The practice of infant circumcision, which carries particular religious significance for Jews, may be outlawed later this year in San Fransisco. A ballot initiative is underway which would ask voters whether to prohibit the practice in November.
The proposed new law would make it a misdemeanor to circumcise a person before they are 18-years-old.
“We don’t come at this from a religious angle,” Lloyd Schofield told the San Francisco Examiner. “We feel this is a very harmful thing. Parents are guardians. They are not owners of children. It’s a felony to tattoo a child.”
The effort is being taken seriously in light of last year’s ban of toys in McDonald’s Happy Meals. That move was enacted by the San Fransisco Board of Supervisors and provoked even leftist commentator Jon Stewart to call the city a “nanny state.”
How about it? Should parents be able to circumcise their children? May San Fransisco rightfully restrict the practice? Is Schofield correct when he says parents are only guardians, and “not owners of children?”
Whether parents should circumcise their children, or get them tattooed, or do any of a million other things is dependent upon the answer to another question. In general, whose business is it to make these kinds of decisions? Who tells you, as an adult, whether you can get circumcised, or tattooed, or have your ears pierced? You get to make those decisions, because you own yourself. No one gave you your life and your body. Therefore, no one has a claim over what you do with it.
We all agree, I hope, that children are a special case. They cannot be allowed to fully direct their own lives, because they lack the requisite competence. That is to say, they lack the experience and cognitive ability required to act in their rational self-interest.
Since children cannot direct themselves, who does it fall upon to direct their lives for them while they obtain the knowledge and skill necessary to act in their own interest? The answer to that, long accepted throughout millennia of human experience, is parents.
While no one gives us our life, there are two people who had something to do with the process. Parents do not own their children in the way Schofield suggests his opponents might claim. They do, however, possess the high right to direct their children’s lives until adulthood. If they do not, who else does? If the act of procreation does not endow one with the right to raise their child, what claim upon that right does anyone else have? After all, who has a greater interest in the upbringing of a child than their parents? To whom is a child a greater value than Mom and Dad?

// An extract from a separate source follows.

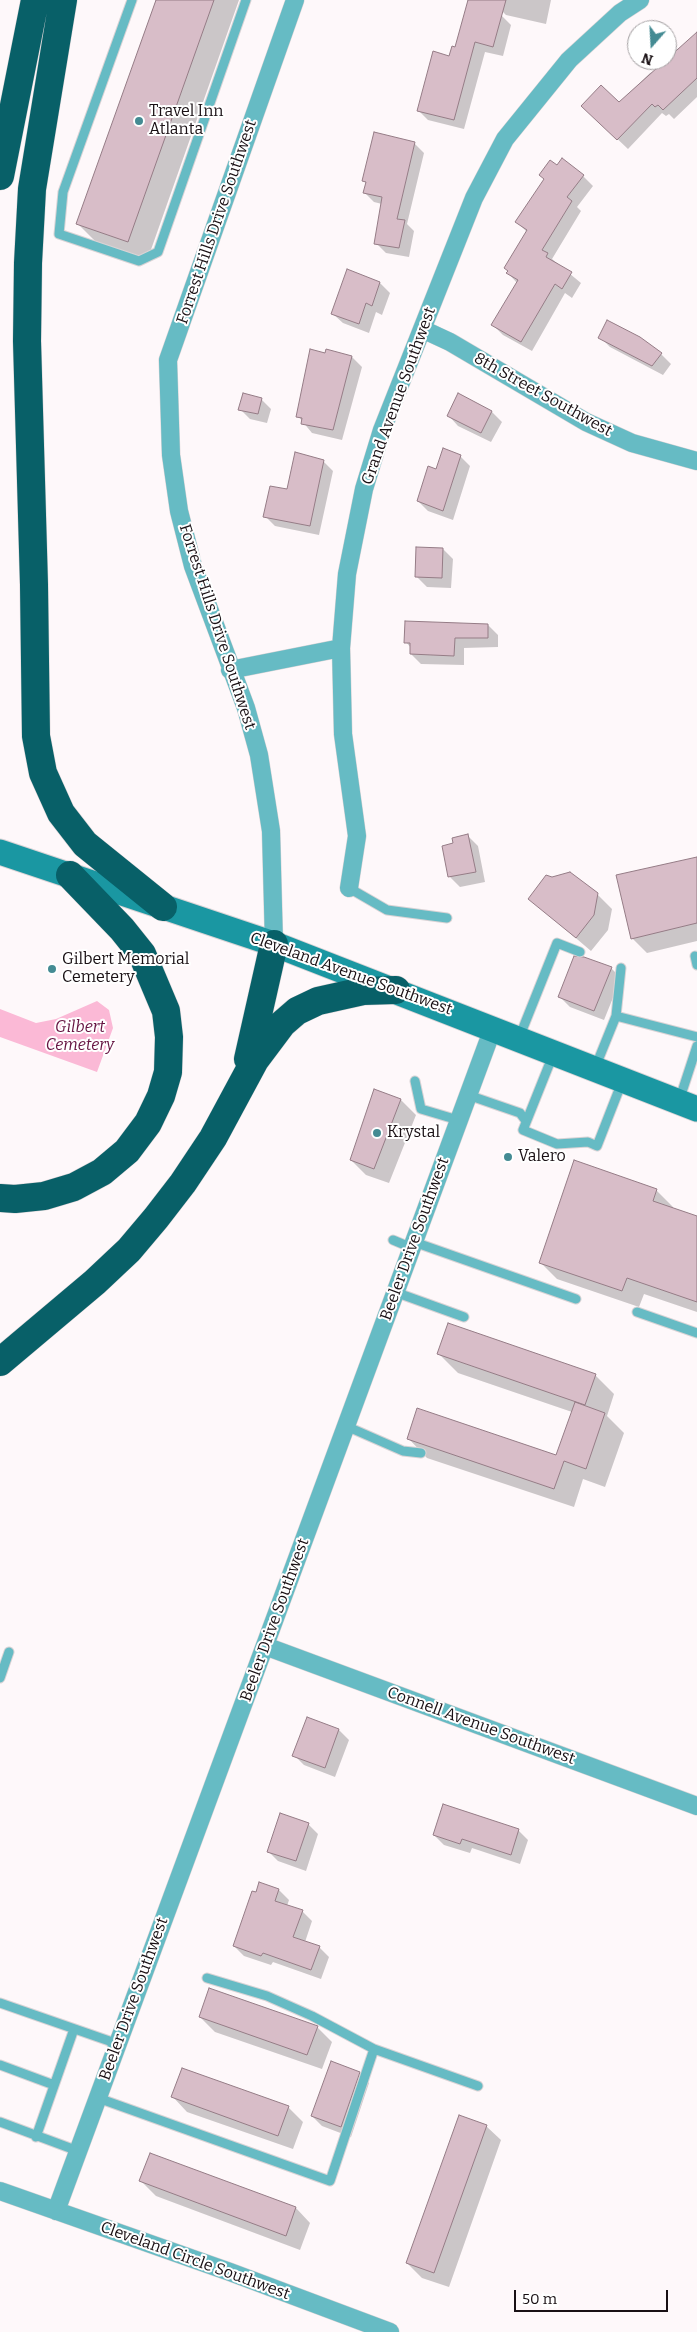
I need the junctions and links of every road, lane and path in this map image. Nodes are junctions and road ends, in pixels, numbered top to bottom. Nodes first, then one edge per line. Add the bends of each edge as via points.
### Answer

Of course, there are exceptions to the rule. Child abuse is a very real phenomenon. Honor killings, injurious beatings, and horrific mutilation are atrocities which a just society must not tolerate. However, we ought not bend the rule to fit those exceptions. In recognition of the inherent right of a parent to parent, the standard for intervention in domestic affairs ought to be extraordinarily high.
We’ve come to the point in our incredibly shrinking world where people suddenly feel entitled to impose their personal preferences and lifestyle upon others. Routine parental decisions like what a child should eat, what they should learn, how they should play, and what kind of medical care they should receive have become subject to public debate. This is utter nonsense which extends from the larger sense, instructed by the Left, that individuals are not truly endowed with unalienable rights.
A certain amount of subjective judgment is required to draw the line between legitimate parental authority and truly criminal abuse. Drawing that line is the purview of states and local municipalities. Thus Schofield’s effort is at least made in the correct venue. It is now up to San Franciscans to decide whether parents generally have the best interest of their children at heart, or whether a body politic should micromanage individual lives.